Foto: Stadtverwaltung Ansbach

 

„Ansbach putzt sich raus“ hat den Hundehaufen im Visier

„Ansbach putzt sich raus“ geht in die 6. Runde.

Im Mittelpunkt der 2012 von Oberbürgermeisterin Carda Seidel ins Leben gerufenen mehrtägigen Aktion für ein sauberes und attraktives Ansbach stehen diesmal die Hinterlassenschaften des „besten Freundes des Menschen“.

„Hundekot auf Straßen, Wegen, Plätzen, in Grünanlagen und Spielplätzen, aber auch auf landwirtschaftlichen Flächen, ist eines der Hauptärgernisse, das Bürgerinnen und Bürger in fast jeder Stadtteilversammlung und unzähligen schriftlichen und mündlichen Beschwerden thematisieren“, so Seidel bei der Eröffnung der Aktion „Ansbach putzt sich raus“ im Stadtgraben.

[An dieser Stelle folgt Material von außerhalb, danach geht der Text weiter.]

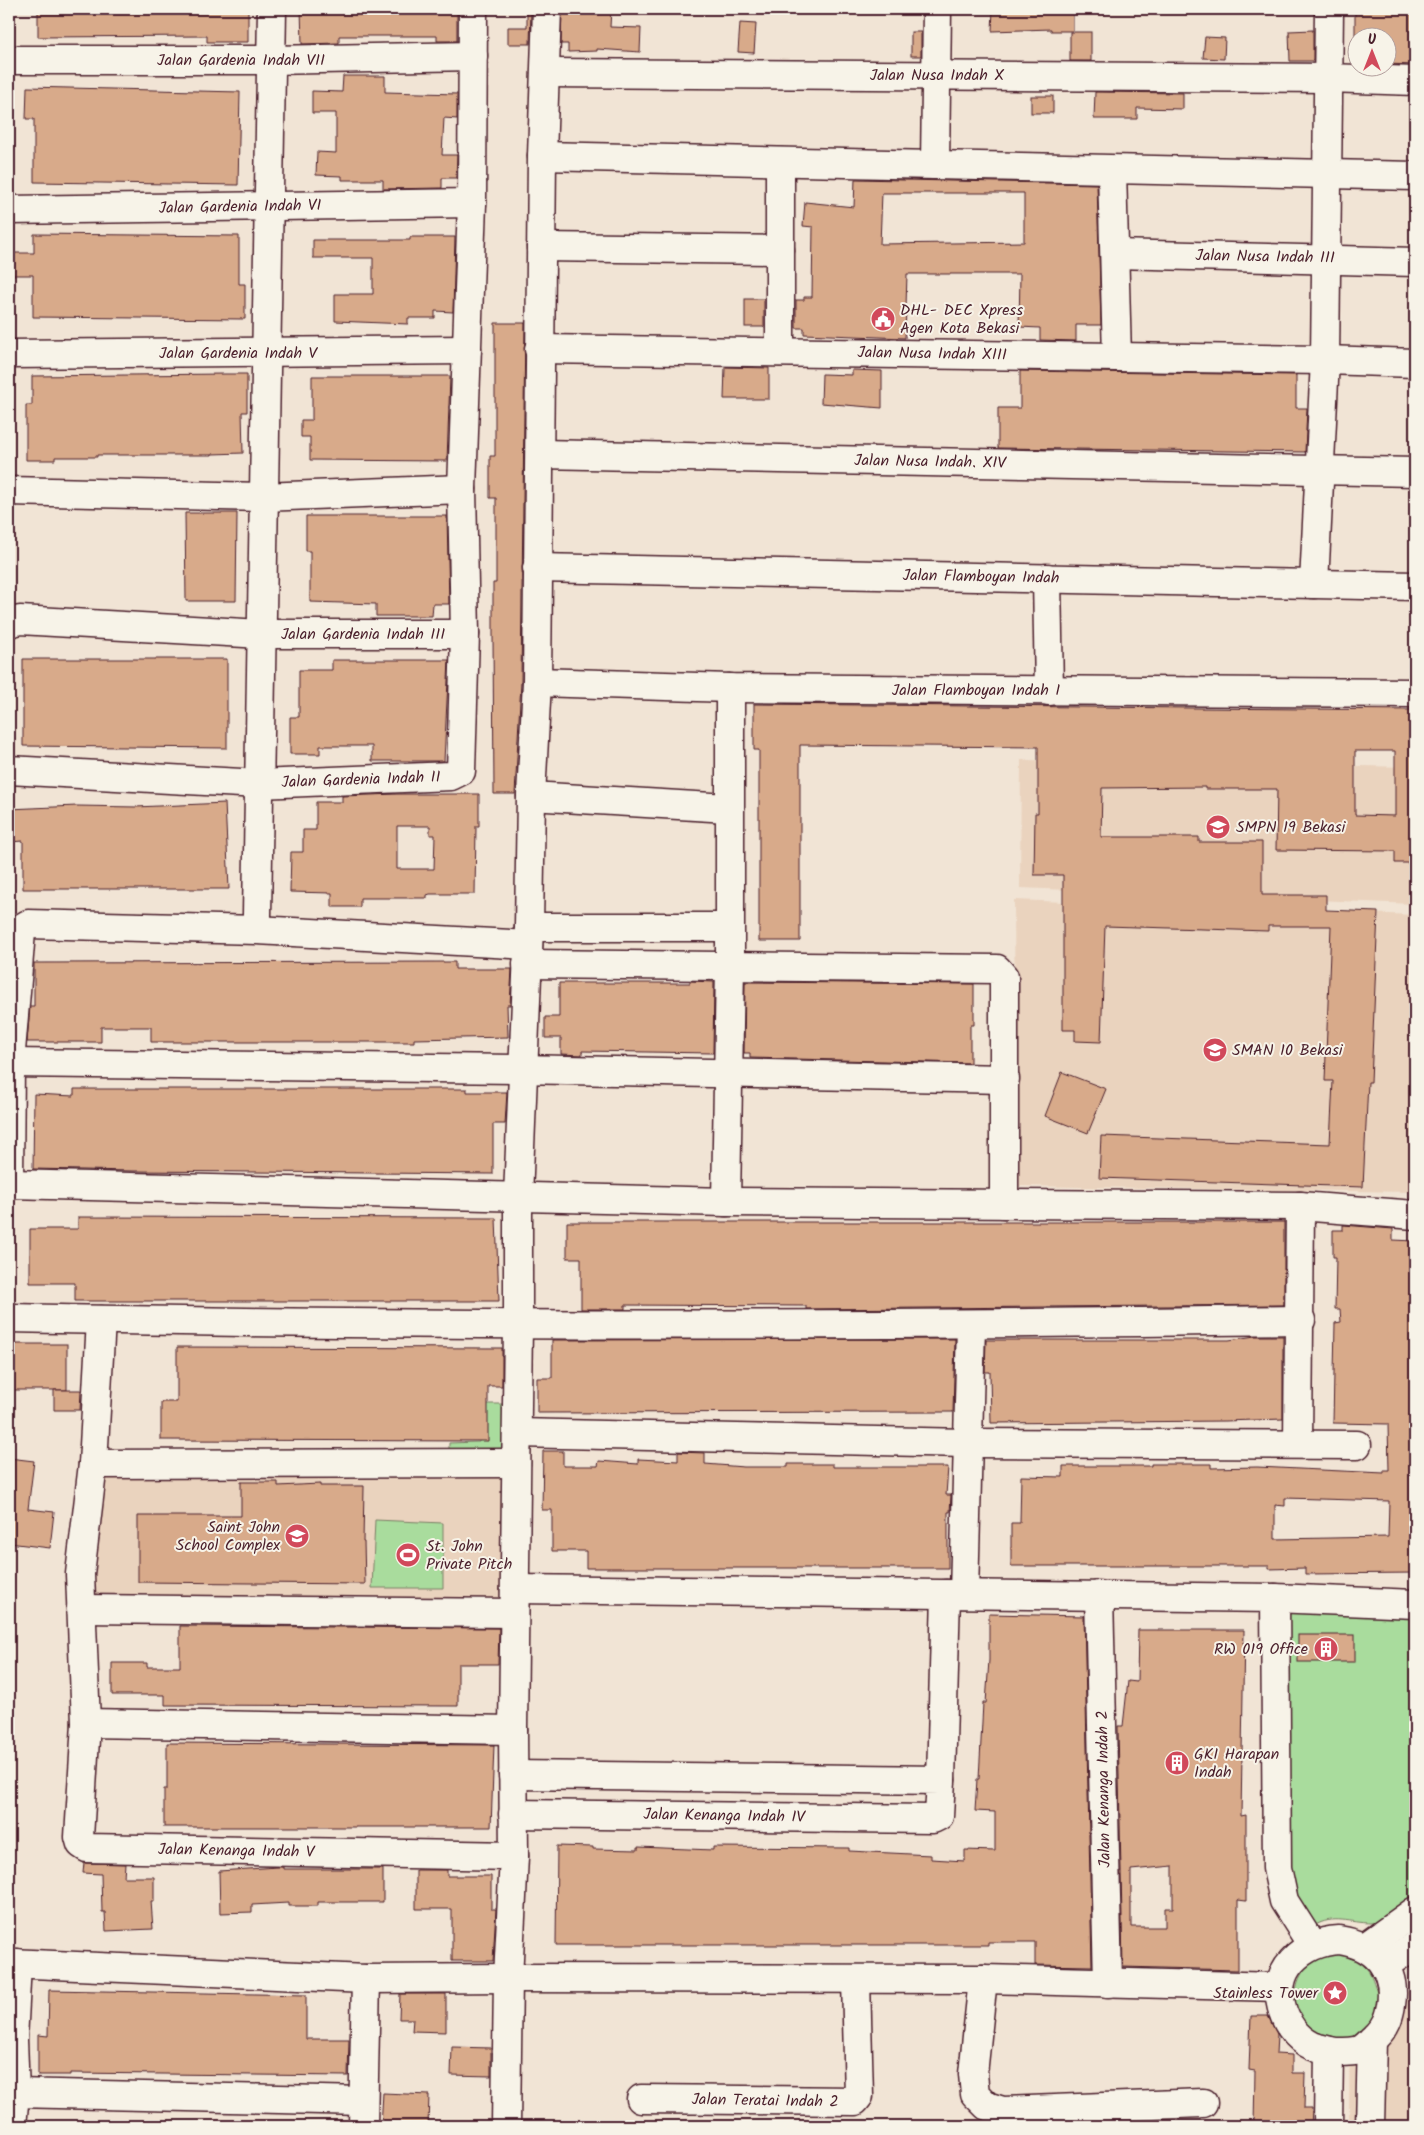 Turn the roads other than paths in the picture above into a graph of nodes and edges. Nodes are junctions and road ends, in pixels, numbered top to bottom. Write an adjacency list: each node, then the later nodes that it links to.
1 (272, 9): 8 (street)
2 (473, 9): 6 (street)
3 (547, 9): 9 (street)
4 (937, 9): 10 (street)
5 (1329, 9): 11 (street)
6 (473, 56): 8 (street, Jalan Gardenia Indah VII); 19 (street)
7 (9, 60): 8 (street, Jalan Gardenia Indah VII)
8 (271, 60): 20 (street)
9 (546, 73): 10 (street, Jalan Nusa Indah X); 13 (street)
10 (936, 76): 11 (street, Jalan Nusa Indah X); 15 (street)
11 (1328, 78): 12 (street, Jalan Nusa Indah X); 17 (street)
12 (1415, 82)
13 (542, 156): 14 (street); 22 (street)
14 (780, 162): 15 (street); 23 (street)
15 (935, 165): 16 (street)
16 (1112, 170): 17 (street); 24 (street)
17 (1327, 175): 18 (street); 25 (street)
18 (1415, 176)
19 (472, 203): 20 (street, Jalan Gardenia Indah VI); 28 (street)
20 (268, 206): 21 (street, Jalan Gardenia Indah VI); 30 (street)
21 (9, 210)
22 (541, 247): 23 (street); 27 (street)
23 (780, 250): 29 (street)
24 (1115, 254): 25 (street, Jalan Nusa Indah III); 32 (street)
25 (1326, 259): 26 (street, Jalan Nusa Indah III); 33 (street)
26 (1415, 262)
27 (539, 349): 29 (street, Jalan Nusa Indah XIII); 35 (street)
28 (467, 350): 30 (street, Jalan Gardenia Indah V); 38 (street)
29 (780, 352): 32 (street, Jalan Nusa Indah XIII)
30 (266, 353): 31 (street, Jalan Gardenia Indah V); 40 (street)
31 (9, 354)
32 (1118, 357): 33 (street, Jalan Nusa Indah XIII)
33 (1325, 360): 34 (street, Jalan Nusa Indah XIII); 36 (street)
34 (1415, 363)
35 (540, 454): 36 (street, Jalan Nusa Indah. XIV); 41 (street)
36 (1320, 470): 37 (street, Jalan Nusa Indah. XIV); 43 (street)
37 (1415, 472)
38 (462, 489): 40 (street); 47 (street)
39 (9, 491): 40 (street)
40 (263, 498): 46 (street)
41 (543, 568): 42 (street, Jalan Flamboyan Indah); 48 (street)
42 (1047, 578): 43 (street, Jalan Flamboyan Indah); 50 (street)
43 (1314, 584): 44 (street, Jalan Flamboyan Indah)
44 (1415, 586)
45 (9, 622): 46 (street, Jalan Gardenia Indah III)
46 (262, 634): 47 (street, Jalan Gardenia Indah III); 53 (street)
47 (465, 634): 53 (street, Jalan Gardenia Indah II)
48 (537, 682): 49 (street, Jalan Flamboyan Indah I); 54 (street)
49 (730, 688): 50 (street, Jalan Flamboyan Indah I); 55 (street)
50 (1049, 691): 51 (street, Jalan Flamboyan Indah I)
51 (1415, 693)
52 (9, 770): 53 (street, Jalan Gardenia Indah II)
53 (259, 784): 56 (street)
54 (531, 796): 55 (street); 58 (street)
55 (728, 808): 57 (street)
56 (257, 915)
57 (728, 927): 58 (street); 59 (street)
58 (528, 945): 59 (street); 60 (street); 61 (street)
59 (730, 965): 62 (street); 63 (street)
60 (10, 1063): 61 (street); 64 (street)
61 (524, 1069): 62 (street); 65 (street)
62 (727, 1074): 63 (street); 66 (street)
63 (1005, 1080): 67 (street)
64 (9, 1183): 65 (street)
65 (518, 1197): 66 (street); 73 (street)
66 (726, 1202): 67 (street)
67 (1004, 1204): 68 (street)
68 (1300, 1206): 69 (street); 72 (street)
69 (1415, 1215)
70 (9, 1318): 71 (street)
71 (101, 1320): 73 (street); 80 (street)
72 (1301, 1320): 74 (street); 77 (street)
73 (518, 1324): 74 (street); 75 (street)
74 (971, 1325): 76 (street)
75 (517, 1433): 76 (street); 79 (street)
76 (966, 1442): 77 (street); 81 (street)
77 (1298, 1444): 78 (street)
78 (1357, 1445)
79 (516, 1463): 80 (street); 84 (street)
80 (93, 1464): 86 (street)
81 (955, 1594): 82 (street); 84 (street); 90 (street)
82 (1099, 1596): 83 (street); 103 (street, Jalan Kenanga Indah 2)
83 (1275, 1598): 85 (street); 94 (street)
84 (515, 1601): 86 (street); 88 (street)
85 (1415, 1604)
86 (81, 1609): 87 (street)
87 (86, 1723): 88 (street); 92 (street, Jalan Kenanga Indah V)
88 (513, 1730): 89 (street)
89 (513, 1775): 90 (street); 91 (street)
90 (940, 1780): 91 (street, Jalan Kenanga Indah IV)
91 (512, 1814): 92 (street)
92 (514, 1856): 99 (street)
93 (1415, 1911): 96 (street)
94 (1312, 1945): 96 (street); 104 (street)
95 (1415, 1945): 98 (street)
96 (1365, 1947): 98 (street)
97 (13, 1963): 100 (street); 108 (street)
98 (1384, 1966): 105 (street)
99 (508, 1978): 100 (street); 102 (street); 113 (street)
100 (366, 1979): 111 (street)
101 (983, 1979): 102 (street); 103 (street); 110 (street)
102 (856, 1980): 109 (street, Jalan Teratai Indah 2)
103 (1108, 1983): 104 (street)
104 (1280, 1987): 107 (street)
105 (1404, 1991): 106 (street)
106 (1372, 2040): 107 (street); 115 (street)
107 (1329, 2051): 114 (street)
108 (15, 2093): 111 (street); 112 (street)
109 (641, 2098)
110 (1203, 2103)
111 (363, 2114)
112 (12, 2126)
113 (506, 2126)
114 (1328, 2126)
115 (1370, 2126)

Wer einen Hund halte übernehme damit nun mal auch die Verantwortung, dass sein Tier öffentliche Flächen nicht verunreinige. „In Ansbach sind aktuell 1704 Hunde angemeldet und die meisten Hundebesitzer verhalten sich vorbildlich. An alle, die es mit den „Häufchen“ bisher nicht so genau nehmen, appelliere ich, mehr Rücksicht auf andere und die Sauberkeit unserer Stadt zu nehmen und halt einen Beutel für die Entsorgung mitzuführen,“ ergänzt Seidel.

Informationen rund um den Hund von Anmeldung bis zu den Standorten der Spender für Hundekottüten sollen Hundebesitzern und solchen, die es werden wollen, helfen, sich richtig zu verhalten. Wieder erhältlich sind ab sofort auch die wetterfesten Hundestecker für Beete und Grünflächen etc.

Nett aber deutlich fordert der kleine Terrier alle Hundehalter auf: „für den Haufen Tüte kaufen“. Die Hundestecker wurden 2013 erstmals angeboten und waren in Windeseile vergriffen. Erhältlich sind diese für 9,50 € und auch die neuen kostenlosen Hundeflyer im Amt für Kultur und Tourismus.

Beim Glücksrad am Mittwoch, von 10 bis 12 Uhr auf dem Wochenmarkt dreht sich auch Einiges um das Thema Hund. Zu gewinnen gibt es natürlich die tollen Hundestecker und Hundekottütenspender für die Leine sowie viele weitere nützliche kleine und große „Helfer“ für mehr Sauberkeit im öffentlichen Raum.

„Wichtig ist uns bei der Aktion „Ansbach putzt sich raus“ stets auch Schülerinnen und Schüler mit einzubeziehen, um die Verantwortung für die Sauberkeit im öffentlichen oder halböffentlichen Raum zu wecken und zu stärken,“ weist die Oberbürgermeisterin auf die Pflanzaktion am Diensttagnachmittag an der Friedrich-Güll-Schule zusammen mit der Stadtgärtnerei hin.

Für mehr Sauberkeit und eine gepflegte Innenstadt greifen zudem am Mittwoch ab 9.30 Uhr die Innenstadthändler eigenständig zum Besen und hoffen damit, möglichst viele Kunden ebenfalls für ein sauberes Ansbach zu sensibilisieren.